Figure 3. NMR characterization of RNF169 in complex with H2A-H2B and the nucleosome ubiquitylated at H2AK15.

(A) Top: Regions of methyl-TROSY spectra of H2A^K15ub-H2B selectively ¹H-¹³C-labeled at methyl groups of Ile, Leu and Val residues of H2A-H2B or ubiquitin in an otherwise perdeuterated background, free (black) and bound to unlabeled RNF169 (red). Bottom: Regions of ¹H-¹⁵N TROSY HSQC spectra of H2A^K15ub-H2B prepared with ¹⁵N-labeled H2A-H2B and unlabeled ubiquitin, free (black) and bound to unlabeled RNF169 or RNF168 (red). Suffix A is for H2A and B for H2B.
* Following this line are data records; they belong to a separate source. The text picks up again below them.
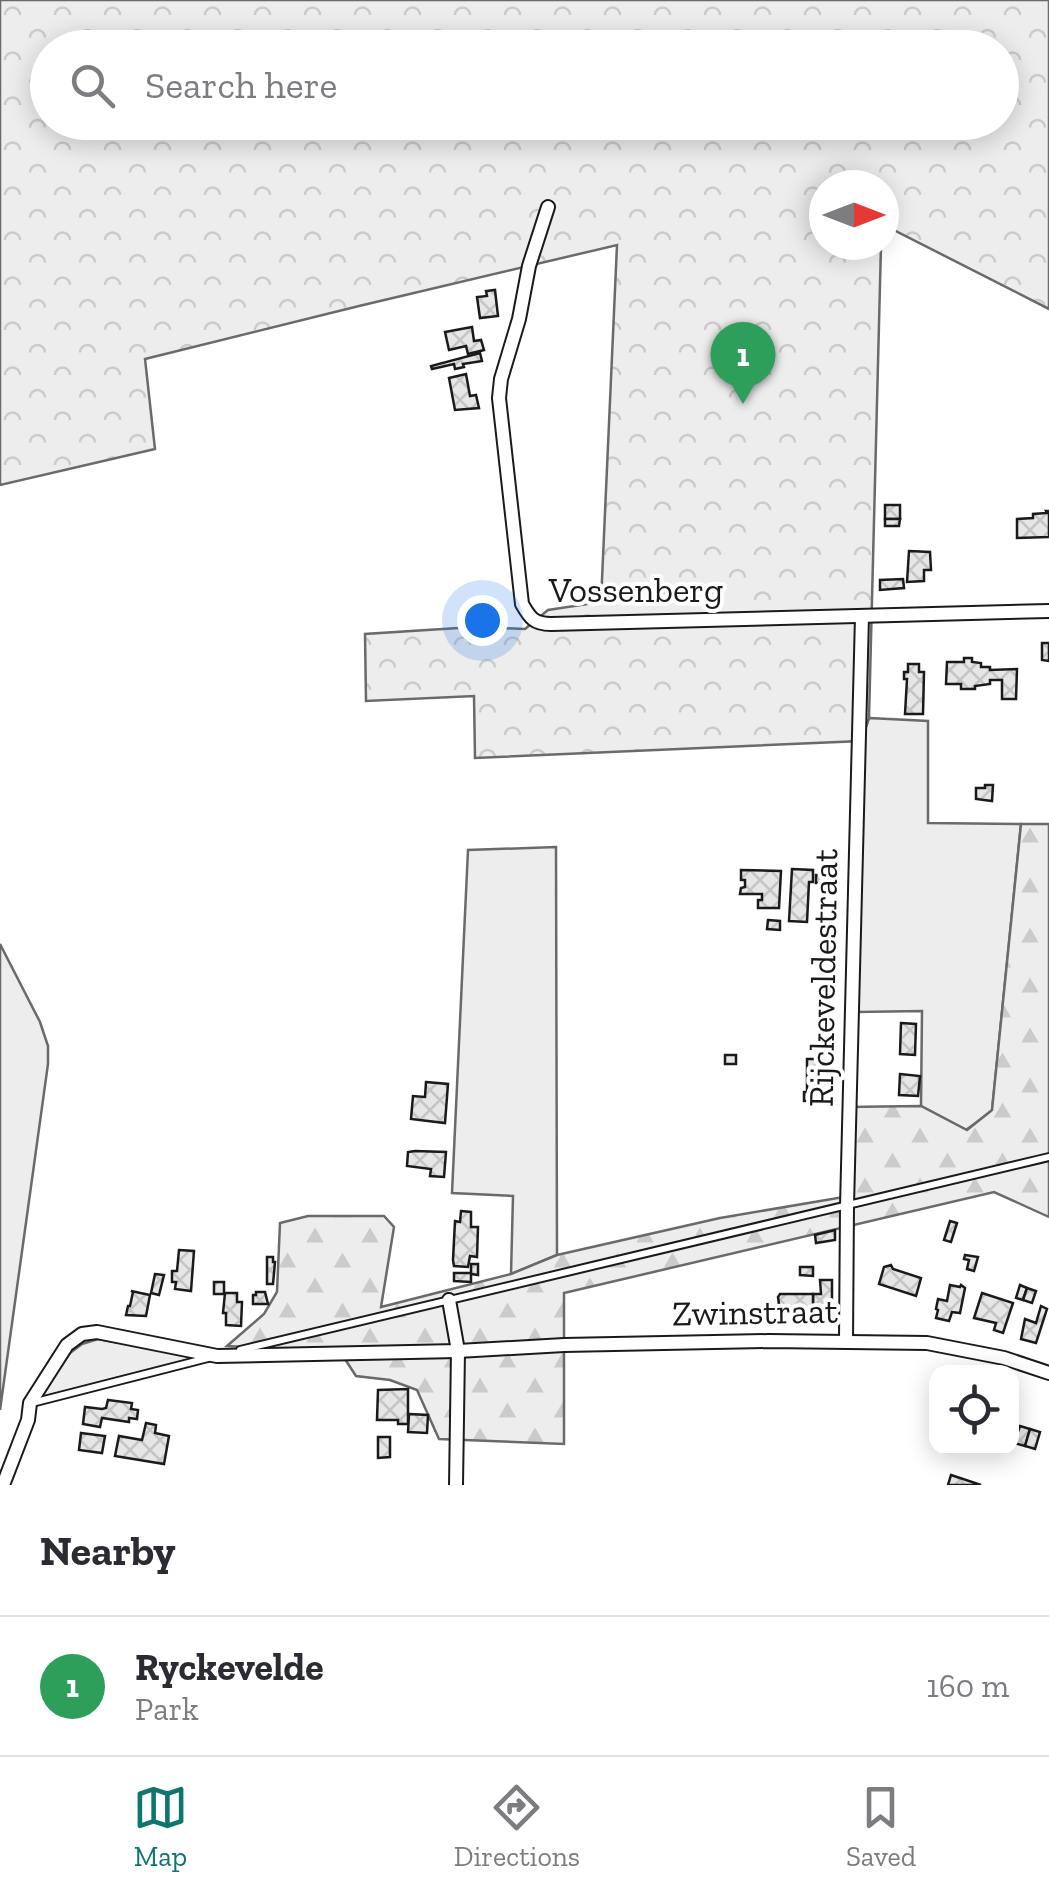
<!DOCTYPE html>
<style>
body{margin:0;font-family:"Zilla Slab",serif;background:#f2f2f3;color:#2b2b33}
.controls{position:absolute;right:30px;bottom:30px;display:grid;overflow:hidden;border-radius:20px;box-shadow:0 5px 25px #0003}
.controls button{width:90px;height:90px;display:grid;place-items:center;padding:0;border:0;border-bottom:2px solid #e1e1e2;background:#fff;color:#2b2b33;font:50px sans-serif}
.compass{position:absolute;left:809px;top:170px;width:90px;height:90px;border-radius:50%;background:#fff;box-shadow:0 5px 25px #0003;rotate:90deg}
.you{position:absolute;left:482px;top:620px;width:35px;height:35px;margin:-25px;border:8px solid #fff;border-radius:50%;background:#1a73e8;box-shadow:0 0 0 15px #1a73e833}
.badge{display:grid;place-items:center;width:65px;height:65px;border-radius:50%;background:#0f766e;color:#fff;font-size:32px;font-weight:700}
.pin{position:absolute;translate:-50% -82px;filter:drop-shadow(0 2px 5px #0008)}
.pin::after{content:'';position:absolute;top:52px;width:35px;height:30px;background:inherit;clip-path:polygon(0 0,100% 0,50% 100%)}
.list{margin:0;padding:0;list-style:none}
h2{display:flex;justify-content:space-between;align-items:center;height:130px;margin:0;padding:0 40px;font-size:42px}
h2 small{font-size:32px;font-weight:400;color:#7c7c81}
.list li{display:grid;grid-template-columns:65px 1fr auto;gap:30px;align-items:center;box-sizing:border-box;height:140px;padding:0 40px;border-top:2px solid #e1e1e2}
.list b{display:block;font-size:38px;white-space:nowrap}
.list p{margin:0;font-size:32px;white-space:nowrap;color:#7c7c81}
.list em{font-size:32px;font-style:normal;color:#7c7c81}
.icon{flex:none;width:55px;height:55px;fill:none;stroke:currentColor;stroke-width:2;stroke-linecap:round;stroke-linejoin:round}
.map{position:relative;flex:none;width:1049px;height:1485px;overflow:hidden}
.search{position:absolute;background:#fff;box-shadow:0 5px 25px #0003;left:30px;right:30px;top:30px;height:110px;display:flex;align-items:center;gap:25px;box-sizing:border-box;padding:0 35px;border-radius:55px;color:#7c7c81;font-size:38px}
.sheet{height:270px;background:#fff}
nav{display:flex;justify-content:space-around;align-items:center;box-sizing:border-box;height:140px;border-top:2px solid #e1e1e2;background:#fff;font-size:28px;color:#7c7c81}
nav a{display:grid;justify-items:center;gap:5px}
nav .on{color:#0f766e}
.map>svg:first-child{display:block}
.built{fill:#ededed;stroke:#6a6a6a;stroke-width:2.5}
.forest{fill:url(#forest-firs);stroke:#6a6a6a;stroke-width:2.5}
.park{fill:url(#park-crowns);stroke:#6a6a6a;stroke-width:2.5;fill-rule:evenodd}
.building{fill:url(#building-cross-hatch);stroke:#1a1a1a;stroke-width:2.5}
.lines{fill:none;stroke-linecap:round;stroke-linejoin:round}
.service-casing{stroke:#1a1a1a;stroke-width:10}
.minor-casing{stroke:#1a1a1a;stroke-width:16}
.service{stroke:#fff;stroke-width:6}
.minor{stroke:#fff;stroke-width:12}
.labels{text-anchor:middle;stroke-width:8;stroke-linejoin:round;paint-order:stroke}
.street-label{font-size:35px;fill:#1a1a1a;stroke:#fff}
</style>
<div class="map">
<svg width="1049" height="1485" viewBox="0 0 1049 1485">
<defs>
<pattern id="forest-firs" width="22" height="20" patternUnits="userSpaceOnUse" patternTransform="scale(2.5)"><rect width="22" height="20" fill="#ededed"/><path d="M5 1l3.5 6h-7zM16 11l3.5 6h-7z" fill="#cbcbcb"/></pattern>
<pattern id="park-crowns" width="20" height="18" patternUnits="userSpaceOnUse" patternTransform="scale(2.5)"><rect width="20" height="18" fill="#ededed"/><path d="M2 6a3 3 0 1 1 6 0M12 15a3 3 0 1 1 6 0" fill="none" stroke="#cbcbcb"/></pattern>
<pattern id="building-cross-hatch" width="8" height="8" patternUnits="userSpaceOnUse" patternTransform="scale(2.5)"><rect width="8" height="8" fill="#e6e6e6"/><path d="M0 0l8 8M0 8l8-8" fill="none" stroke="#c5c5c5"/></pattern>
</defs>
<rect width="100%" height="100%" fill="#fff"/>
<g class="built">
<polygon points="869,718 928,721 928,823 1021,824 992,1111 966,1130 921,1106 922,1011 857,1012 861,741"/>
<polygon points="556,847 557,1255 511,1274 513,1196 452,1193 468,850"/>
<polygon points="0,944 40,1022 48,1046 48,1064 0,1410"/>
<polygon points="98,1339 192,1356 191,1359 39,1398 70,1353 82,1344"/>
</g>
<polygon class="forest" points="1021,824 1049,824 1049,1217 994,1192 564,1293 564,1444 439,1439 417,1390 390,1380 356,1376 341,1353 227,1346 264,1314 277,1292 280,1223 308,1216 384,1216 394,1227 381,1307 511,1274 557,1255 720,1218 844,1197 846,1107 921,1106 967,1130 992,1110"/>
<path class="park" d="M0,0h1049v309l-165,-84v-40h-60v60h57l-12,473 -8,23 -386,17 -1,-62 -108,5 -1,-67 109,-7 51,2 23,-19 53,-8 16,-357 -258,61 -214,53 10,90 -155,36zM48,48h954v74h-954z"/>
<g class="building">
<polygon points="495,290 498,316 480,318 477,297 487,296 486,291"/>
<polygon points="472,327 474,341 481,340 484,350 468,354 466,346 449,350 445,332"/>
<polygon points="480,353 482,361 463,364 464,367 455,369 454,364 432,369 431,366"/>
<polygon points="466,374 470,396 476,395 479,408 455,410 449,378"/>
<rect x="885" y="505" width="15" height="14"/>
<polygon points="1046,511 1049,511 1049,537 1017,538 1017,519 1033,518 1033,514 1047,513"/>
<polygon points="885,519 900,519 899,526 885,526"/>
<polygon points="909,551 930,552 931,570 924,570 924,581 907,582"/>
<polygon points="903,579 904,588 880,590 880,580"/>
<polygon points="1042,643 1049,643 1049,661 1042,660"/>
<polygon points="964,658 972,658 972,662 981,663 981,667 990,667 990,670 1017,669 1016,699 1002,699 1002,680 990,680 990,684 975,686 975,689 961,689 961,684 946,684 947,662 964,662"/>
<polygon points="908,664 919,664 919,672 924,672 923,714 905,714 907,679 904,679 904,672 908,672"/>
<polygon points="985,785 993,785 992,801 976,799 976,788 985,788"/>
<polygon points="792,869 813,870 813,882 809,882 807,922 789,921"/>
<polygon points="741,870 781,871 779,908 758,908 758,900 762,900 762,894 740,894 741,888 745,887 745,880 741,880"/>
<rect x="816" y="875" width="17" height="8"/>
<polygon points="768,920 780,921 780,930 767,929"/>
<polygon points="901,1023 916,1024 915,1055 900,1054"/>
<rect x="725" y="1055" width="11" height="9"/>
<polygon points="807,1059 822,1059 822,1069 829,1069 829,1079 820,1079 820,1100 804,1101 804,1092 807,1092"/>
<polygon points="900,1074 920,1076 918,1096 899,1095"/>
<polygon points="426,1082 448,1084 445,1123 411,1119 413,1096 425,1097"/>
<polygon points="415,1151 446,1152 444,1177 430,1176 431,1169 407,1166 408,1152"/>
<polygon points="461,1211 471,1212 471,1227 478,1227 477,1257 470,1256 468,1267 454,1266 453,1260 455,1221 460,1222"/>
<polygon points="950,1221 957,1223 951,1242 944,1240"/>
<polygon points="835,1230 835,1240 816,1243 815,1235"/>
<polygon points="179,1250 194,1251 191,1291 175,1289 176,1282 172,1282 172,1271 177,1271"/>
<polygon points="965,1255 978,1257 974,1271 967,1269 969,1260 964,1259"/>
<polygon points="267,1257 273,1257 273,1262 275,1262 273,1284 267,1284"/>
<polygon points="471,1264 478,1264 478,1275 471,1274 471,1282 454,1281 454,1273 471,1273"/>
<polygon points="891,1265 893,1269 921,1278 916,1296 879,1284 884,1267"/>
<polygon points="800,1267 813,1267 813,1276 800,1275"/>
<polygon points="155,1274 164,1275 159,1295 151,1293"/>
<polygon points="820,1280 832,1280 832,1313 813,1313 813,1294 821,1294"/>
<rect x="214" y="1282" width="10" height="12"/>
<polygon points="950,1285 960,1287 961,1285 965,1288 960,1313 952,1312 949,1321 936,1318 938,1310 936,1309 938,1299 947,1301"/>
<polygon points="1020,1285 1027,1288 1023,1300 1016,1298"/>
<polygon points="1027,1288 1036,1291 1032,1303 1023,1300"/>
<polygon points="131,1291 150,1295 146,1316 126,1315 128,1306 130,1306 133,1292"/>
<polygon points="256,1292 265,1292 268,1304 253,1304 253,1295 256,1295"/>
<polygon points="225,1293 237,1293 237,1302 242,1302 241,1326 226,1325 226,1313 223,1313"/>
<polygon points="982,1293 1013,1303 1003,1333 994,1330 996,1323 974,1318"/>
<polygon points="780,1294 813,1294 813,1313 780,1312 778,1297"/>
<polygon points="1041,1306 1047,1309 1036,1343 1021,1339 1025,1319 1036,1323"/>
<polygon points="408,1389 408,1424 398,1424 398,1420 377,1420 378,1390"/>
<polygon points="108,1400 132,1403 131,1409 138,1410 137,1419 129,1418 129,1422 102,1418 100,1427 83,1424 85,1407 102,1409 106,1408"/>
<polygon points="409,1414 428,1415 427,1433 408,1432"/>
<polygon points="146,1423 156,1425 155,1433 169,1436 164,1464 115,1456 119,1436 142,1440"/>
<polygon points="1020,1426 1030,1429 1025,1446 1014,1443"/>
<polygon points="1030,1429 1040,1432 1035,1449 1025,1446"/>
<polygon points="81,1433 105,1436 102,1453 79,1450"/>
<polygon points="378,1437 390,1437 390,1457 378,1458"/>
<polygon points="951,1475 981,1485 948,1485"/>
</g>
<g class="lines">
<g class="service-casing">
<g id="service">
<polyline points="240,1350 1049,1157"/>
<polyline points="32,1403 208,1358"/>
</g>
</g>
<g class="minor-casing">
<g id="minor">
<path d="M548,207l-19,59 -10,53 -18,60 -2,19 23,206c8,14 12,20 29,20l498,-13"/>
<polyline points="449,1300 458,1351 456,1485"/>
<polyline points="846,1341 847,1206 862,616"/>
<polyline points="3,1485 28,1420 30,1403 67,1345 82,1334 97,1332 217,1356 458,1351 564,1345 769,1341 927,1343 1004,1358 1049,1373"/>
</g>
</g>
<use href="#service" class="service"/>
<use href="#minor" class="minor"/>
</g>
<g class="labels">
<g class="street-label">
<text x="636" y="602">Vossenberg</text>
<text transform="translate(823 978) rotate(-89)" y="12">Rijckeveldestraat</text>
<text transform="translate(755 1312) rotate(-1)" y="12">Zwinstraat</text>
</g>
</g>
</svg>
<div class="controls">
<button><svg class="icon" aria-label="locate" viewBox="0 0 24 24"><circle cx="12" cy="12" r="6"/><path d="M12 2v4M12 18v4M2 12h4M18 12h4"/></svg></button>
</div>
<svg class="compass" viewBox="-18 -18 36 36"><path d="M0-13l5 13h-10z" fill="#e53935"/><path d="M0 13l5-13h-10z" fill="#7c7c81"/></svg>
<div class="you"></div>
<div class="pin badge" style="left:743px;top:404px;background:#2e9e5b">1</div>
<div class="search"><svg class="icon" aria-label="search" viewBox="0 0 24 24"><circle cx="10" cy="10" r="6"/><path d="M15 15l6 6"/></svg>Search here</div>
</div>
<section class="sheet">
<h2>Nearby<small></small></h2>
<ul class="list">
<li><span class="badge" style="background:#2e9e5b">1</span><div><b>Ryckevelde</b><p>Park</p></div><em>160 m</em></li>
</ul>
</section>
<nav>
<a class="on"><svg class="icon" aria-label="map" viewBox="0 0 24 24"><path d="M3 6l6-2 6 2 6-2v14l-6 2-6-2-6 2zM9 4v14M15 6v14"/></svg>Map</a>
<a><svg class="icon" aria-label="directions" viewBox="0 0 24 24"><path d="M12 3l9 9-9 9-9-9zM9 14v-3h6M13 9l2 2-2 2"/></svg>Directions</a>
<a><svg class="icon" aria-label="saved" viewBox="0 0 24 24"><path d="M7 4h10v16l-5-4-5 4z"/></svg>Saved</a>
</nav>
(B) Cartoon representation and NMR structure ensemble of H2A^K15ub-H2B in complex with RNF169.

(C) Cartoon representation of a region of the H2A^K15ub-H2B–RNF169 complex highlighting the interaction of RNF169 α-helix and ubiquitin. Key residues are in stick representation.

(D) Cartoon representation of a region of the H2A^K15ub-H2B–RNF169 complex highlighting the interaction of RNF169 LRM with H2A-H2B. Key residues are in stick representation. H2A-H2B acidic patch area binding RNF169 Arg700 is circled in orange.

(E) NMR/SAXS-based model of NCP^H2AK15ub in complex with RNF169. Goodness of fit of the model to SAXS data recorded for the NCP^H2AK15ub–RNF169 complex.